■ **TASK DIRECTIONS**:
Each entry should be transcribed exactly as written, and any picture left out.

■ **SOURCE RECORDS**:
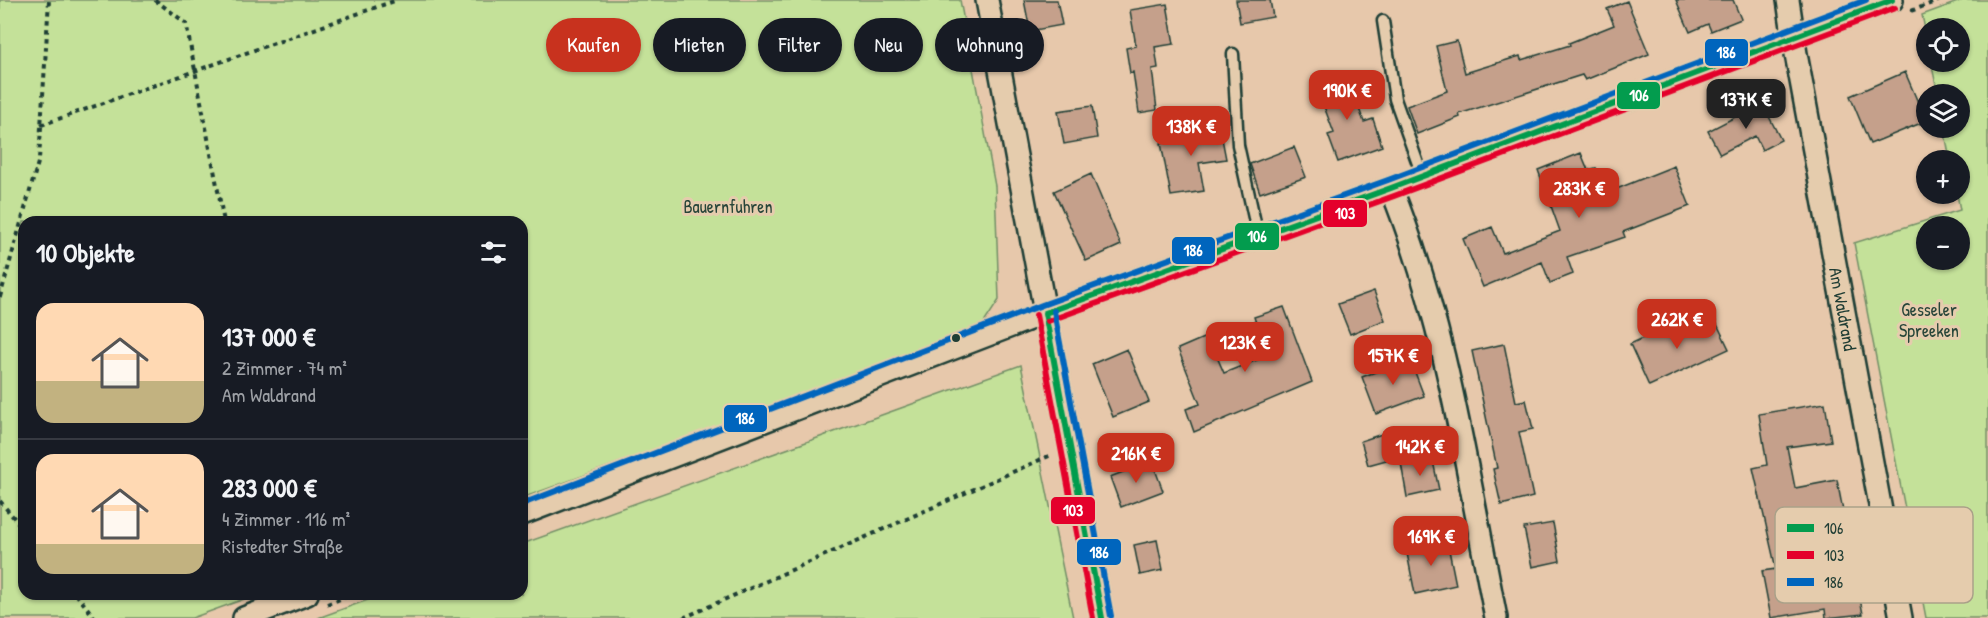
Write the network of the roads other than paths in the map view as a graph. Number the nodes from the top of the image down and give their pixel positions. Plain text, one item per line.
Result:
1 (987, 0) edge
2 (1788, 0) edge
3 (1892, 0) edge
4 (1383, 21) dead end
5 (1794, 37) junction
6 (1233, 54) dead end
7 (1422, 175) junction
8 (1391, 188) junction
9 (1258, 236) junction
10 (1045, 313) junction
11 (1881, 507) edge
12 (528, 512) edge
13 (292, 600) edge
14 (1898, 603) edge
15 (244, 618) edge
16 (1102, 618) edge
17 (1496, 618) edge
18 (1901, 618) edge

1 - 10 street
2 - 5 street, Am Waldrand
3 - 5 street
4 - 7 lane
5 - 7 street
5 - 11 street, Am Waldrand
6 - 9 lane
7 - 8 street
8 - 9 street
8 - 17 street
9 - 10 street
10 - 12 street
10 - 16 street
13 - 15 street
14 - 18 street, Am Waldrand

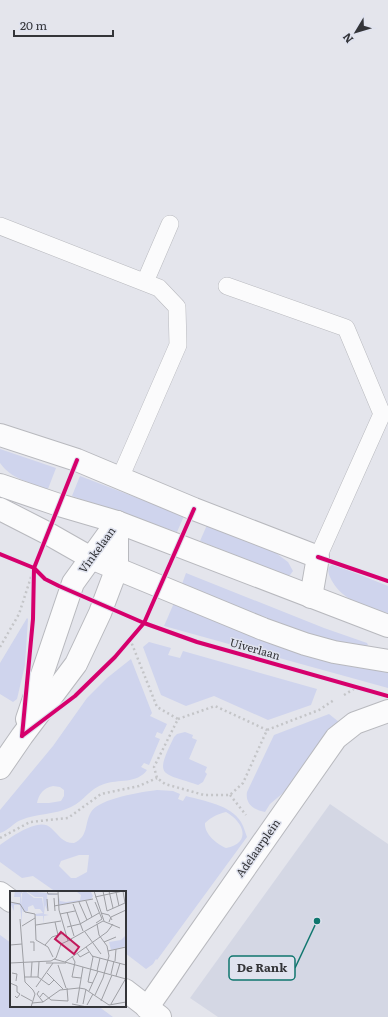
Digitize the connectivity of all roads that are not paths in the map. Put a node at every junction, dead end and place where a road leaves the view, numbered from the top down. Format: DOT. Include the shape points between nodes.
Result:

■ **RESPONSE TO THIS TASK**:
Write the network of the roads other than paths in the map view as a graph. Number the nodes from the top of the image down and give their pixel positions. Plain text, one item per line.
Result:
1 (987, 0) edge
2 (1788, 0) edge
3 (1892, 0) edge
4 (1383, 21) dead end
5 (1794, 37) junction
6 (1233, 54) dead end
7 (1422, 175) junction
8 (1391, 188) junction
9 (1258, 236) junction
10 (1045, 313) junction
11 (1881, 507) edge
12 (528, 512) edge
13 (292, 600) edge
14 (1898, 603) edge
15 (244, 618) edge
16 (1102, 618) edge
17 (1496, 618) edge
18 (1901, 618) edge

1 - 10 street
2 - 5 street, Am Waldrand
3 - 5 street
4 - 7 lane
5 - 7 street
5 - 11 street, Am Waldrand
6 - 9 lane
7 - 8 street
8 - 9 street
8 - 17 street
9 - 10 street
10 - 12 street
10 - 16 street
13 - 15 street
14 - 18 street, Am Waldrand

Digitize the connectivity of all roads that are not paths in the map. Put a node at every junction, dead end and place where a road leaves the view, numbered from the top down. Format: DOT. Include the shape points between nodes.
Result:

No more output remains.